The 27- year-old from Bracknell had just swum her last race, finishing eighth in the 800 metre freestyle and announced her retirement. The girl who had found success simple, winning Olympic medals at the age of 15, and then her sport such a chore she retired for six years, suddenly found it hard to let go.

"I shall miss it," she said, "but this definitely is my last race. I'm going to New Orleans with my husband for a short holiday, but I will come back for the closing ceremony to say farewell to it all."

Twelve years ago, Hardcastle, a diminutive rebel with her hair dyed red, white and blue, had won her silver and bronze almost without realising the importance of it. "It was a giggle," she said. "Almost too easy."
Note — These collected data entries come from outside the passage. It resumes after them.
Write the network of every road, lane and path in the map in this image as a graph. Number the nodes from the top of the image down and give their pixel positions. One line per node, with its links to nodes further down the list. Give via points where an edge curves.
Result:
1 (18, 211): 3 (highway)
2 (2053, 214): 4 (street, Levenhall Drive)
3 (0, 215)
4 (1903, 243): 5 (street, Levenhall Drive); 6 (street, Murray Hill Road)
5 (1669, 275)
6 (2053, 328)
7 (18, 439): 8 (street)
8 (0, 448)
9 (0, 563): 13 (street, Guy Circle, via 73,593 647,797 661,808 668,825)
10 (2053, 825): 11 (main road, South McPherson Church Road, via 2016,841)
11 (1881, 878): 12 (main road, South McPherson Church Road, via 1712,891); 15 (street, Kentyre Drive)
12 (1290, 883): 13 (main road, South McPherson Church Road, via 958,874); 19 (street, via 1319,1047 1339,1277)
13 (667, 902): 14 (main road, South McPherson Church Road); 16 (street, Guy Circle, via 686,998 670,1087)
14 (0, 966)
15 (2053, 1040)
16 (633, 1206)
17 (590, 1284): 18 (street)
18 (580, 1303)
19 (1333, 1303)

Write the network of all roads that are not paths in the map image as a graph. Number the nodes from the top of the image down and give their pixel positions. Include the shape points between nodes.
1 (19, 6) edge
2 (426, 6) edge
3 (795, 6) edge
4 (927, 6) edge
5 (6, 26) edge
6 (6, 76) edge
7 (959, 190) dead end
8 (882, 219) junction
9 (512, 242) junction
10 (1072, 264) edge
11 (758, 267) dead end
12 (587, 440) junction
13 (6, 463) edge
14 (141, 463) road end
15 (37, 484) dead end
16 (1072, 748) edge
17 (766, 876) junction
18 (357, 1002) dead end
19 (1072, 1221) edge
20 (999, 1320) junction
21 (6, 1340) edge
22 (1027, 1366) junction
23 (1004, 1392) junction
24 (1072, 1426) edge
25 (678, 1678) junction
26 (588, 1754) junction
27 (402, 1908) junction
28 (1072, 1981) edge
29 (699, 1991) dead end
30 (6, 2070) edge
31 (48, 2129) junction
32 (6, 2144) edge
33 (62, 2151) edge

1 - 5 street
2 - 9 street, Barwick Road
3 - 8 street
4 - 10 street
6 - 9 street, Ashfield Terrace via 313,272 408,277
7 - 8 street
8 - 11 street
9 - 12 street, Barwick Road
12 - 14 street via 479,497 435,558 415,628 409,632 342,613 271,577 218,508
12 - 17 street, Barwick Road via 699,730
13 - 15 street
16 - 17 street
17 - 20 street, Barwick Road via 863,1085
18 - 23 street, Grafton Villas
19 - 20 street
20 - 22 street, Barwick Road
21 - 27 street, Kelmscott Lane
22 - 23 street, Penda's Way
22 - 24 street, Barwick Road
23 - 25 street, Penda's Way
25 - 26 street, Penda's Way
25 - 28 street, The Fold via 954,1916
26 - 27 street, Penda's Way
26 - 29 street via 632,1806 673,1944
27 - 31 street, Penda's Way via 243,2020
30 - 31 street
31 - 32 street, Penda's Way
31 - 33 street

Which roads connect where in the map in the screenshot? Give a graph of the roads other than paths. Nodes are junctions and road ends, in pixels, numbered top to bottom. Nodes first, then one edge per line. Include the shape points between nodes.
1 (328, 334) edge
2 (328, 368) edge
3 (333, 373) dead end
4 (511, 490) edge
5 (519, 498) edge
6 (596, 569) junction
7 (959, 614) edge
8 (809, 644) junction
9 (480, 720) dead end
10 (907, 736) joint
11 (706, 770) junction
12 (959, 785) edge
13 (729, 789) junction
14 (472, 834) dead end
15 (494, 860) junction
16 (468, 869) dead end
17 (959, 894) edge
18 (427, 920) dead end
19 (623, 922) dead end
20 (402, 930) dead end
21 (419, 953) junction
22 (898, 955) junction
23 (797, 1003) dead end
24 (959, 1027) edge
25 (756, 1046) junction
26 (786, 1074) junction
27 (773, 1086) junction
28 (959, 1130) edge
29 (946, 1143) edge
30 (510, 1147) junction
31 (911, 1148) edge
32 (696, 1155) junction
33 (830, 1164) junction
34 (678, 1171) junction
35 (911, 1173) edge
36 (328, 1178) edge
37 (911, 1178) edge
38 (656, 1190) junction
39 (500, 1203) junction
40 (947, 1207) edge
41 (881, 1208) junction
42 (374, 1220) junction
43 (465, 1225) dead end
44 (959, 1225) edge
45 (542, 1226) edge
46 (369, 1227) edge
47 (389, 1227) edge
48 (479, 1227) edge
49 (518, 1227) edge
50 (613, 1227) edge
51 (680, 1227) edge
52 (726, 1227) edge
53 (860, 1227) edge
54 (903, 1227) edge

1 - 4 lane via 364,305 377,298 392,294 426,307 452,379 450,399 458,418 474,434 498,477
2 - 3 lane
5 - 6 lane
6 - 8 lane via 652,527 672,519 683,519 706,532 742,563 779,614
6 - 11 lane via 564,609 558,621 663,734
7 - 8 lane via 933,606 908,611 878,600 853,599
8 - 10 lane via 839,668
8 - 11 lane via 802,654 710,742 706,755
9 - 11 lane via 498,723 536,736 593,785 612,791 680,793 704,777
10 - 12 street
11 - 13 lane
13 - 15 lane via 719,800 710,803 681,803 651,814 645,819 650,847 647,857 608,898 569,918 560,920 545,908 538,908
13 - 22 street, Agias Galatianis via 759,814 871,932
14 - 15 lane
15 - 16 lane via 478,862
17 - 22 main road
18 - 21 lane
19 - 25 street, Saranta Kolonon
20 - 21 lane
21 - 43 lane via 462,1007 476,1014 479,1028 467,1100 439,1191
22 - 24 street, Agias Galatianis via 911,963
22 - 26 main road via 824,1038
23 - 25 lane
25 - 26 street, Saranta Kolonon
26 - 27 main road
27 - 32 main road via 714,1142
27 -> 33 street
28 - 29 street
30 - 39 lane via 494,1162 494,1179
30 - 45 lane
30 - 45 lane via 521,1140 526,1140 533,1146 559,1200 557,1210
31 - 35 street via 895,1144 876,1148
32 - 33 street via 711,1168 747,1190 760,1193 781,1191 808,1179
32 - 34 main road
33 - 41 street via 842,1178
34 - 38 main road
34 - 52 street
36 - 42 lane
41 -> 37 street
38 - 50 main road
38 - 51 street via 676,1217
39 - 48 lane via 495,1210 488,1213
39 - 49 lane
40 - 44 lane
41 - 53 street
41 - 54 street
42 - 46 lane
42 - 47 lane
It was far from that in her last final. Having qualified in 8min 37.54 sec, she swam four seconds slower and never threatened to get a third medal.

"I told myself I would be happy if I finished in the top eight," she said. "But now it's happened, I'm not. I was really pleased with my heat swim, I wish I could have transferred that to the final."

Hardcastle responded to David Wilkie's comments that he had been "ashamed" by Britain's efforts in Atlanta. "That's not fair," she replied to the Montreal gold medallist. "It's not as if we're coming here and not trying. I wouldn't be crying now if I didn't care about the sport."

The tears elsewhere in the Olympic pool were of triumph. The Hungarian Krisztina Egerszegi won the 200m backstroke to become the first swimmer in history to win five individual golds and the first woman to win the same event in three successive Olympics.

In the heats yesterday, Michelle Smith moved nearer a fourth gold, qualifying for the final of the women's 200m butterfly in 2:10.03, while Olympic officials threatened strong action against rumour-mongers leading a drugs smear campaign against the Irish woman. The tough stance came just before a meeting with President Clinton."He said he was full of admiration and also the way I had dealt with all the crap from the media," Smith said. "He said he had had to deal with that."

Britain had another bad day. Adam Ruckwood and Martin Harris failed to reach the final of the 200m backstroke and Sue Rolph missed out in the 50m freestyle, coming sixth in her heat in 26.39.